Find each line below containing the word "that" and copy it.

[Stored records]
—————
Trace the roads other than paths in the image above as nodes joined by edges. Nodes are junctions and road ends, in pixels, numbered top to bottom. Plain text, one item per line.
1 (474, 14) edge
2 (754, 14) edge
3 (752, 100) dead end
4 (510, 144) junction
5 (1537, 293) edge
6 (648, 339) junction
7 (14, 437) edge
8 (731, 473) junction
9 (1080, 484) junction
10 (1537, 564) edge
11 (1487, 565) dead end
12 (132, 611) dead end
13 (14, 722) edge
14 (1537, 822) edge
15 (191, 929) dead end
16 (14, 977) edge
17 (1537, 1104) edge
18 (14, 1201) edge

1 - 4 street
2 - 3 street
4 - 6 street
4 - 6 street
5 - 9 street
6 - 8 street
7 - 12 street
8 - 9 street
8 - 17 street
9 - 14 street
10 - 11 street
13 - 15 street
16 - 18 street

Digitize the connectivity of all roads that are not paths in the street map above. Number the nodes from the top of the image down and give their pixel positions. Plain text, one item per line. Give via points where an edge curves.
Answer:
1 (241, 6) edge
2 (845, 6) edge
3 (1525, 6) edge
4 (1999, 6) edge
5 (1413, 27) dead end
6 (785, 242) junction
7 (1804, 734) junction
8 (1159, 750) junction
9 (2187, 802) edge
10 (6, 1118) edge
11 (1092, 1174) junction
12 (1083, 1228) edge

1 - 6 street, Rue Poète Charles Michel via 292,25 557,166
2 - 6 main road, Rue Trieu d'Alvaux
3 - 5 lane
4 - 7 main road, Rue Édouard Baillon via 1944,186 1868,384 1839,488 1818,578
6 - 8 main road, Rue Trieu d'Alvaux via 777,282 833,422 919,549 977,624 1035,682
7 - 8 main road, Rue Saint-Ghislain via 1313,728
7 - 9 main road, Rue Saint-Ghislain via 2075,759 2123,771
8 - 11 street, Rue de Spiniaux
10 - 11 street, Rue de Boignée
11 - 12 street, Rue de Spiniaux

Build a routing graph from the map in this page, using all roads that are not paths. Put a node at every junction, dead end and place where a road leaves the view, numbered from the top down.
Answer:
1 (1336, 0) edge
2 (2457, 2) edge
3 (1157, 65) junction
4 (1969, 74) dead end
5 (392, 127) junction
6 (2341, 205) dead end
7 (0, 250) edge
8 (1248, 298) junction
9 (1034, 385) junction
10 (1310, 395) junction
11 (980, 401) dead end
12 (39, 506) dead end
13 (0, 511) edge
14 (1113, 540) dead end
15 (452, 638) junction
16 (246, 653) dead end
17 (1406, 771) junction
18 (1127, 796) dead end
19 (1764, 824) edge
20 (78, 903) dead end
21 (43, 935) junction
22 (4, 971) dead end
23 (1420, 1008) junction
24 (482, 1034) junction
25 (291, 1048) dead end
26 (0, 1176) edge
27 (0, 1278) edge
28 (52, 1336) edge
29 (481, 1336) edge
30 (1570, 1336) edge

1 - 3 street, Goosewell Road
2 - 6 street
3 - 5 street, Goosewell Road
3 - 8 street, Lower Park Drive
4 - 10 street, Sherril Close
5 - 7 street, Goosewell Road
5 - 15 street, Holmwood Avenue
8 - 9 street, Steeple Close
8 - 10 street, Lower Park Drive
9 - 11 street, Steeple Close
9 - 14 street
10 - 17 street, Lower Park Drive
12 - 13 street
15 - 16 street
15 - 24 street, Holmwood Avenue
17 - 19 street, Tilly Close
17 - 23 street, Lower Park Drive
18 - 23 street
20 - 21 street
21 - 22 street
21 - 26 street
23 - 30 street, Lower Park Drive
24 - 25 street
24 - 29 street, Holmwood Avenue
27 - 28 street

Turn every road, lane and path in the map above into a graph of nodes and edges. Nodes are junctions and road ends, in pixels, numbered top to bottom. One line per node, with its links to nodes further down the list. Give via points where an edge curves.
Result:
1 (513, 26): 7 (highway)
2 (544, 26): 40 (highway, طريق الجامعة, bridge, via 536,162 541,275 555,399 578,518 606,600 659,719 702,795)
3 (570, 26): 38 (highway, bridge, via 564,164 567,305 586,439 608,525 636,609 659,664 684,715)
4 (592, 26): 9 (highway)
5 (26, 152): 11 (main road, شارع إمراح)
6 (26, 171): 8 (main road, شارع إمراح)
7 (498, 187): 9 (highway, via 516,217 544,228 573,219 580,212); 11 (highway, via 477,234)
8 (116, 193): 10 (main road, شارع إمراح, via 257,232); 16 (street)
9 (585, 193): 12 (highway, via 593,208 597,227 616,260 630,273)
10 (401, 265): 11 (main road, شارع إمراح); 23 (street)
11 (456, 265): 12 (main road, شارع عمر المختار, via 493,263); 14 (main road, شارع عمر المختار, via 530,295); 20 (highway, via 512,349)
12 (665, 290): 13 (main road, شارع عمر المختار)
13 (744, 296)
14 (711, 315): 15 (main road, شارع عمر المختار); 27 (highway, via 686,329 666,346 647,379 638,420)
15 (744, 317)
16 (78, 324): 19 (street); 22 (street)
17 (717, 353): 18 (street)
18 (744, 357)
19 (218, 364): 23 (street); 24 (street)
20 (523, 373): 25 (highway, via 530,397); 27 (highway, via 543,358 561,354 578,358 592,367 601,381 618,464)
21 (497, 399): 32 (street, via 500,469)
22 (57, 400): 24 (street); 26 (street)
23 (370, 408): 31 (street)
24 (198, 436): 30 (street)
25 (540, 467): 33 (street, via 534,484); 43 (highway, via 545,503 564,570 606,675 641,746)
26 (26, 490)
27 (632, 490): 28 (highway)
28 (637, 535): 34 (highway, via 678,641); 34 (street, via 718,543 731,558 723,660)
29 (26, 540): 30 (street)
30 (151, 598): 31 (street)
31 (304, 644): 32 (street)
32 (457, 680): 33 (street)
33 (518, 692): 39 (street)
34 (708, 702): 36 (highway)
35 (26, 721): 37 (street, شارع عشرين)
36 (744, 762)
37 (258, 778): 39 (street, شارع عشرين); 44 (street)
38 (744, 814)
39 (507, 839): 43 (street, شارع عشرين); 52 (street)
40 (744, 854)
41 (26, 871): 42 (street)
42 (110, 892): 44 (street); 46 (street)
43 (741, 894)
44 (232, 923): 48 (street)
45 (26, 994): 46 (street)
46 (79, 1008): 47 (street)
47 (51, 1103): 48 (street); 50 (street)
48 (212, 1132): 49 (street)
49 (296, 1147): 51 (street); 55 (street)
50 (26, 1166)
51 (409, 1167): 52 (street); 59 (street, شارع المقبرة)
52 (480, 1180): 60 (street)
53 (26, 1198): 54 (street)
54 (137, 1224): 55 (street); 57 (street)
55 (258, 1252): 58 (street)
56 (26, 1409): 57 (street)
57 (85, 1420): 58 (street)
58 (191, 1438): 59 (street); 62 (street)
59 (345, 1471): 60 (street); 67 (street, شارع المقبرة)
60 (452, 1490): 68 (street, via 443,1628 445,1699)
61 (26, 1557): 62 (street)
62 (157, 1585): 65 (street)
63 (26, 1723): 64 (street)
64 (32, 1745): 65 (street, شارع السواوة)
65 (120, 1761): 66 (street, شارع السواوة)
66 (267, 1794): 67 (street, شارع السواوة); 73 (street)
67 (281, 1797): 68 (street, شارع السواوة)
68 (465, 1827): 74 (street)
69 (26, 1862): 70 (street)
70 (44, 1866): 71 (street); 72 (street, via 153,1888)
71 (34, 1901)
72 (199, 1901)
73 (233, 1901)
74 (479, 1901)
—————
TASK RESULT -
Digitize the connectivity of all roads that are not paths in the street map above. Number the nodes from the top of the image down and give their pixel positions. Plain text, one item per line. Give via points where an edge curves.
Build a routing graph from the map in this page, using all roads that are not paths. Put a node at every junction, dead end and place where a road leaves the view, numbered from the top down.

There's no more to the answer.